• **YOUR ASSIGNMENT**
Would you please copy each line of the data in which the string "Gerbestrasse" occurs?

Dataset entries

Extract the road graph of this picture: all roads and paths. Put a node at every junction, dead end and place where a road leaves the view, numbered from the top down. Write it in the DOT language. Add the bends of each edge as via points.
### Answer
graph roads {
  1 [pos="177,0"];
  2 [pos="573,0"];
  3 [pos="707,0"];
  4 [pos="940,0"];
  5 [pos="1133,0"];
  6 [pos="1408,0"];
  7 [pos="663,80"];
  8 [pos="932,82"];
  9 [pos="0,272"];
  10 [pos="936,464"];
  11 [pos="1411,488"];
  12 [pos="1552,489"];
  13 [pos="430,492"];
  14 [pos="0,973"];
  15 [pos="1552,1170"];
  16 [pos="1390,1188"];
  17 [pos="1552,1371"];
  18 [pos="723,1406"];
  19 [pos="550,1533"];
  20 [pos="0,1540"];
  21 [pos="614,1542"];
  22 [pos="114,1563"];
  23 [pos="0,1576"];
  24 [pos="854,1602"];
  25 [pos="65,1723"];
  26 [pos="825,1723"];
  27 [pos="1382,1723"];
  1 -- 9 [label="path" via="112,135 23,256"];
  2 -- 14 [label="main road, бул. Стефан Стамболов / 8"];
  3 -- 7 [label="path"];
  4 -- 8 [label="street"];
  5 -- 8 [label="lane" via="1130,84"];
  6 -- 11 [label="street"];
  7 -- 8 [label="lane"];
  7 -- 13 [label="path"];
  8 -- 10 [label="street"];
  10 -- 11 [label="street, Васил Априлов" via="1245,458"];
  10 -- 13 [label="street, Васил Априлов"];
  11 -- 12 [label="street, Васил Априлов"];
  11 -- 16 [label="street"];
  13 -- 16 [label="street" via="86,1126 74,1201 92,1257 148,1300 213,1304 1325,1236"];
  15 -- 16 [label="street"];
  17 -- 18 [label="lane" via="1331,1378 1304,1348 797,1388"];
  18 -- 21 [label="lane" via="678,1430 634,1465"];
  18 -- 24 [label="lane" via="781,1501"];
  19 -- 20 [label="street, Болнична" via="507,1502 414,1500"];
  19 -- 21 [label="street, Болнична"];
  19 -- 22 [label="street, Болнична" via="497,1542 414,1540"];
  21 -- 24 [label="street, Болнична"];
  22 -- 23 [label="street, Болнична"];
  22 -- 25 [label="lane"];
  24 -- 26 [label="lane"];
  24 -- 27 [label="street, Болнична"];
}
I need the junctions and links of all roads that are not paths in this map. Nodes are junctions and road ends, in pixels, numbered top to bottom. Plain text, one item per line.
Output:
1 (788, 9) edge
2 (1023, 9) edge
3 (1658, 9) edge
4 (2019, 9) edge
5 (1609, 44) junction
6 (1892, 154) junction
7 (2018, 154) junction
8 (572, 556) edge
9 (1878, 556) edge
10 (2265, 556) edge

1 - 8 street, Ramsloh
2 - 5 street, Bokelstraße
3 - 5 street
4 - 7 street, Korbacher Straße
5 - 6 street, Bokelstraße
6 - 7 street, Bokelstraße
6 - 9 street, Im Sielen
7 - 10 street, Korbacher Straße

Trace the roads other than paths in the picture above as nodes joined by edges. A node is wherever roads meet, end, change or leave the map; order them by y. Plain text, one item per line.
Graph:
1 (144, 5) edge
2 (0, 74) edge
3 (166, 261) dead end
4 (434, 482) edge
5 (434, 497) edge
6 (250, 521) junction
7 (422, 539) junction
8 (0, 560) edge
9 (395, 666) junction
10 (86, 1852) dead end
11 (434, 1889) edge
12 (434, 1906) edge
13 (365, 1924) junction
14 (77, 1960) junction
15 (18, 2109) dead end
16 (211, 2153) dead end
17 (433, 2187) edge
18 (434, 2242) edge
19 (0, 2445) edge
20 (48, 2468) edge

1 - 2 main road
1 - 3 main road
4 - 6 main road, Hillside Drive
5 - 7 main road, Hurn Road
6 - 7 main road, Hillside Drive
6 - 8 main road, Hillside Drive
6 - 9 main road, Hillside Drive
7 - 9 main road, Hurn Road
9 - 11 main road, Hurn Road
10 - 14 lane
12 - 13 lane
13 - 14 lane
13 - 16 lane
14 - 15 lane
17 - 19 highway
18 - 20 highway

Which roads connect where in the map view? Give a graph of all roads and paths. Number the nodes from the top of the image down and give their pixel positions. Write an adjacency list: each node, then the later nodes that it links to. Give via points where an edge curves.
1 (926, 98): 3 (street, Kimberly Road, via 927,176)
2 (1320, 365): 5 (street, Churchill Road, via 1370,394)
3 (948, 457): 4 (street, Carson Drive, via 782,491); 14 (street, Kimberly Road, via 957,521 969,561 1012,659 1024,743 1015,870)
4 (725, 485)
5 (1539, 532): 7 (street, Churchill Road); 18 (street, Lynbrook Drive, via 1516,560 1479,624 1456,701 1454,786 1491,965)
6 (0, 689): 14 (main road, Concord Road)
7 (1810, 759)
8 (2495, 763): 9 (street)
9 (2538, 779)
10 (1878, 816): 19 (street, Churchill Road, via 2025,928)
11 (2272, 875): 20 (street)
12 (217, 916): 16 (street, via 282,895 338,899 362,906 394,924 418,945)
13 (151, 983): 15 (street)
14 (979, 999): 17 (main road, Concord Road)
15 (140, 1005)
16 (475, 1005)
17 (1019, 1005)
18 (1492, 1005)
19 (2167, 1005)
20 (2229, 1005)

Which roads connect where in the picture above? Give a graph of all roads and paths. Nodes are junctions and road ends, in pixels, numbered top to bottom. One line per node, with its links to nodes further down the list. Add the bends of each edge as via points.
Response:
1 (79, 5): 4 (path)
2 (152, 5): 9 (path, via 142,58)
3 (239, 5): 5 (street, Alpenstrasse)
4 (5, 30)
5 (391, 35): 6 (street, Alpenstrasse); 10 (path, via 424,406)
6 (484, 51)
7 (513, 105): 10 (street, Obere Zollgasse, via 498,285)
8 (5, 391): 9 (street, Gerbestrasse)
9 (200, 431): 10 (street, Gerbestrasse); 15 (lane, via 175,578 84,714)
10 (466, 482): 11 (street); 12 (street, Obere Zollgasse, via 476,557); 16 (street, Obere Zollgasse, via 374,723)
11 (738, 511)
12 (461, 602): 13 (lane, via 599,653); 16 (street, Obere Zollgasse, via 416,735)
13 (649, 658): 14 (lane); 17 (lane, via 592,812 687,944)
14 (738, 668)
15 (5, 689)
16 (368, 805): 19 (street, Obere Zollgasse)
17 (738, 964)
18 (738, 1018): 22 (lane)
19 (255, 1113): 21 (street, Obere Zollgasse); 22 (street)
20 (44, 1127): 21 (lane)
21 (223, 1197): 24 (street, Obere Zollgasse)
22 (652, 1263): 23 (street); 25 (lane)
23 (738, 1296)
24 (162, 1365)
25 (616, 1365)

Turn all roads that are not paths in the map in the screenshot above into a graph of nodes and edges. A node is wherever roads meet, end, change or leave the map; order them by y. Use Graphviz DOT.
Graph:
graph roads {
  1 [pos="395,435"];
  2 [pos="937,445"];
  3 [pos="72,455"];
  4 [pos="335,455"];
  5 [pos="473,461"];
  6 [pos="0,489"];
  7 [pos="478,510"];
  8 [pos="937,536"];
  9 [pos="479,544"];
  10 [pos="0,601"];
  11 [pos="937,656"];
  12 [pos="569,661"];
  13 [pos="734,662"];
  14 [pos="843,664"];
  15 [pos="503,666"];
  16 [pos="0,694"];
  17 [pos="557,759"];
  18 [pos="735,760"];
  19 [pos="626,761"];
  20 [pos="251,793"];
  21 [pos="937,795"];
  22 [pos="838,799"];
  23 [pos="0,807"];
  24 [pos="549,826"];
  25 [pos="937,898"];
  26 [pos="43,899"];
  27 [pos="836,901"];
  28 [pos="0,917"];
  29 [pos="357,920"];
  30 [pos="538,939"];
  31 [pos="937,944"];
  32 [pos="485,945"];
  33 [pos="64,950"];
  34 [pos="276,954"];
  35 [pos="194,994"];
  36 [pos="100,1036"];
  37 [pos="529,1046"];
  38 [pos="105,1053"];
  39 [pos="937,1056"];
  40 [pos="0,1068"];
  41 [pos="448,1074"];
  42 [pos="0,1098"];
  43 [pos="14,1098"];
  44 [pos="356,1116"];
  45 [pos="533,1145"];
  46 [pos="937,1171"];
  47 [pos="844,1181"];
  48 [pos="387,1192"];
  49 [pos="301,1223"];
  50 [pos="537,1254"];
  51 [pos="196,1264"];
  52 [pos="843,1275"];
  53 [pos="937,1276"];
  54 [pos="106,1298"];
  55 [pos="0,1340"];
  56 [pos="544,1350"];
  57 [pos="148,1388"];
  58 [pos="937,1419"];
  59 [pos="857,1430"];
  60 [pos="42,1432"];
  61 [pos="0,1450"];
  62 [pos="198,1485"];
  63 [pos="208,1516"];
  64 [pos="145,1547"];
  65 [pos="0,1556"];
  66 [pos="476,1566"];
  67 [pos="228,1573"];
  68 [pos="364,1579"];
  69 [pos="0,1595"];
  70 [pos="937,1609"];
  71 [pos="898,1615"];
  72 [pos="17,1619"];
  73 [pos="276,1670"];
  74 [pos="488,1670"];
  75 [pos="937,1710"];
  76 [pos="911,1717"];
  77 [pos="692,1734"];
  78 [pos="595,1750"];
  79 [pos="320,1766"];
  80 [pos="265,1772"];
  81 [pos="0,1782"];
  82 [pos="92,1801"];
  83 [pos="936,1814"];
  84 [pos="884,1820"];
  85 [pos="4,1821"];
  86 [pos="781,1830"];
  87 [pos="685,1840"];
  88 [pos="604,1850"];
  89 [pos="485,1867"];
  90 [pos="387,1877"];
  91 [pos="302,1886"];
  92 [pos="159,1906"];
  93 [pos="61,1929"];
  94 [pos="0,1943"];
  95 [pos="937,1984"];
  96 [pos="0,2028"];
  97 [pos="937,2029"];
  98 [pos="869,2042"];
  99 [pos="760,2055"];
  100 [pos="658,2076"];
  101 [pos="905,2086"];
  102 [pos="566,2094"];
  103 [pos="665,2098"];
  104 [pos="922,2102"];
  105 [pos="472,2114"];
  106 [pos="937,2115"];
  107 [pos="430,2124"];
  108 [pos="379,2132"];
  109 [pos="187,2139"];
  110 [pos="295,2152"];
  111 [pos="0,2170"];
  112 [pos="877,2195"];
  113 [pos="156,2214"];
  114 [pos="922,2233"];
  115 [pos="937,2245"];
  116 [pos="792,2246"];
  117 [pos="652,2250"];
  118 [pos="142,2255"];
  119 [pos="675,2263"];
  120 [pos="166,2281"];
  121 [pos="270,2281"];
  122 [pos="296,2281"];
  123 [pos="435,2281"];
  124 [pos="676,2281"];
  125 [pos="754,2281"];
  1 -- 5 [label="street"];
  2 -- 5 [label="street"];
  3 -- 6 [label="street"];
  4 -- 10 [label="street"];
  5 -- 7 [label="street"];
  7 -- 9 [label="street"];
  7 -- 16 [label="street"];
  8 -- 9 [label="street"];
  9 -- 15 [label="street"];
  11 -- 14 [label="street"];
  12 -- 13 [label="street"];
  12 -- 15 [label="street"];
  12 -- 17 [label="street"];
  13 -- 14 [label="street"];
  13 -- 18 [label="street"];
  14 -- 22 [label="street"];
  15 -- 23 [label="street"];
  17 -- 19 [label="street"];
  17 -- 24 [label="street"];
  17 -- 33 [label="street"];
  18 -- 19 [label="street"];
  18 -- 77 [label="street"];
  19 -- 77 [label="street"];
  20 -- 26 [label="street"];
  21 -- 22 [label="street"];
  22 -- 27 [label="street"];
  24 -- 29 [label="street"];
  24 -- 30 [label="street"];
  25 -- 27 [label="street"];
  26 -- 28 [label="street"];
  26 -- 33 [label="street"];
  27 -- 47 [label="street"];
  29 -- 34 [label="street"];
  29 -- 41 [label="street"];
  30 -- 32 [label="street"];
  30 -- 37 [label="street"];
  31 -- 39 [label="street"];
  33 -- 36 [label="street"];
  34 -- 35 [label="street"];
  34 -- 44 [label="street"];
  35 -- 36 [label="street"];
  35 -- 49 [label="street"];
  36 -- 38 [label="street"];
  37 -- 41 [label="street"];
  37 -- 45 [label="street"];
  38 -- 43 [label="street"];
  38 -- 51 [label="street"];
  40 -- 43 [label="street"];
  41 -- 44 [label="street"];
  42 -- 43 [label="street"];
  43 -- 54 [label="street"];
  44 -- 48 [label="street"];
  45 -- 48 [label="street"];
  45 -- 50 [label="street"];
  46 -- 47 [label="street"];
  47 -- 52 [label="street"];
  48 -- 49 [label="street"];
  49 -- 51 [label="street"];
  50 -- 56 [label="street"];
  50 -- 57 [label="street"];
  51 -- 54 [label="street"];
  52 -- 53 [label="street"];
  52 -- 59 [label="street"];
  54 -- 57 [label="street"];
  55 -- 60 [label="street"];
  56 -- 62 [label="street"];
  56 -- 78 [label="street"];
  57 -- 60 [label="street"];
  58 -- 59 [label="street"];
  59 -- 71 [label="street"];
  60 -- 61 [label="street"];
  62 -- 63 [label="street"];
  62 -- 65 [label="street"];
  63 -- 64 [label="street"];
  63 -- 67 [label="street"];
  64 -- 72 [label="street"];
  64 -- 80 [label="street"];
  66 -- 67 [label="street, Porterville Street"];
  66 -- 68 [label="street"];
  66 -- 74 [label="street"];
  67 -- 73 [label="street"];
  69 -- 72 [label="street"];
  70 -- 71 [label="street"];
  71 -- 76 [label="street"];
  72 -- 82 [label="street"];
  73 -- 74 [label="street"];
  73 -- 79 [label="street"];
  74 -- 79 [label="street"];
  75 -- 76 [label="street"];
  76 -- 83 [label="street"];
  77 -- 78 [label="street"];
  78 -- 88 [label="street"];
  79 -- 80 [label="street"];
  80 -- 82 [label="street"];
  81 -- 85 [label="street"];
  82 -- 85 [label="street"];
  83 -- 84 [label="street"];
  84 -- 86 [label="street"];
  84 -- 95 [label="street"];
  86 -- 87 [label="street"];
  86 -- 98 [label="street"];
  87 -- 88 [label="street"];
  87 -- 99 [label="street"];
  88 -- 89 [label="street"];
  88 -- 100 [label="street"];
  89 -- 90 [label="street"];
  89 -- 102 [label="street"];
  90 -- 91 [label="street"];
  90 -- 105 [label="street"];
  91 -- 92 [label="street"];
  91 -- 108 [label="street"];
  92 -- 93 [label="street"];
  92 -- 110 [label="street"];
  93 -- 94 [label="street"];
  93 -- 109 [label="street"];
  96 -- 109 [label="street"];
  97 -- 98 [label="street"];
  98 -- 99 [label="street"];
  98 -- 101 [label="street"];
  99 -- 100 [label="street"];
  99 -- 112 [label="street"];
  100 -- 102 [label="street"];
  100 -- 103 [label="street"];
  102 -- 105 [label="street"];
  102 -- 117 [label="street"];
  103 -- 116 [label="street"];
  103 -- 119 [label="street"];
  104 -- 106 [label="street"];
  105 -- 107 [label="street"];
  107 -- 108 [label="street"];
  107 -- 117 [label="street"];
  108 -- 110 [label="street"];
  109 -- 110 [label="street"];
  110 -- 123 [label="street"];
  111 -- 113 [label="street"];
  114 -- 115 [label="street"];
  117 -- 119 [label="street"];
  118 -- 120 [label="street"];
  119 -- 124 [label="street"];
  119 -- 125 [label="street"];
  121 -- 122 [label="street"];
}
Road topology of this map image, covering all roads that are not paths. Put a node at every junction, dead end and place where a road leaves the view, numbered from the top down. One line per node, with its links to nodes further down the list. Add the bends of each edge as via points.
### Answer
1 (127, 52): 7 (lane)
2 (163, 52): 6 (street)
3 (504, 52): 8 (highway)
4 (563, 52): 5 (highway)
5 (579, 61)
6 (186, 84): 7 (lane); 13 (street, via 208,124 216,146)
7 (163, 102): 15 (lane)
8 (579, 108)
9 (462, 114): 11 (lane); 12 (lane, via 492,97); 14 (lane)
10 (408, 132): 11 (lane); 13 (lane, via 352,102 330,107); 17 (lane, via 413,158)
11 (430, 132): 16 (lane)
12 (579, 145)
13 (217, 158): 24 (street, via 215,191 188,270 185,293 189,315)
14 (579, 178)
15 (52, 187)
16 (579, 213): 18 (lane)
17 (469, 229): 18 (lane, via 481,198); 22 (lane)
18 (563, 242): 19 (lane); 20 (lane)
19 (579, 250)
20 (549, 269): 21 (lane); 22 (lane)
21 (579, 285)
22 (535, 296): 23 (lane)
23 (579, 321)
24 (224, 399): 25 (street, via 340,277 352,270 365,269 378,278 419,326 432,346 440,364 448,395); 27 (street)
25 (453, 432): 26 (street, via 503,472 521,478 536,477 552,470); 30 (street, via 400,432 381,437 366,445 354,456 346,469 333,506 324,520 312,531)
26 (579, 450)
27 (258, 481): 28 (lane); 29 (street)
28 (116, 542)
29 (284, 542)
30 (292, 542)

• **TASK OUTPUT**
8 (5, 391): 9 (street, Gerbestrasse)
9 (200, 431): 10 (street, Gerbestrasse); 15 (lane, via 175,578 84,714)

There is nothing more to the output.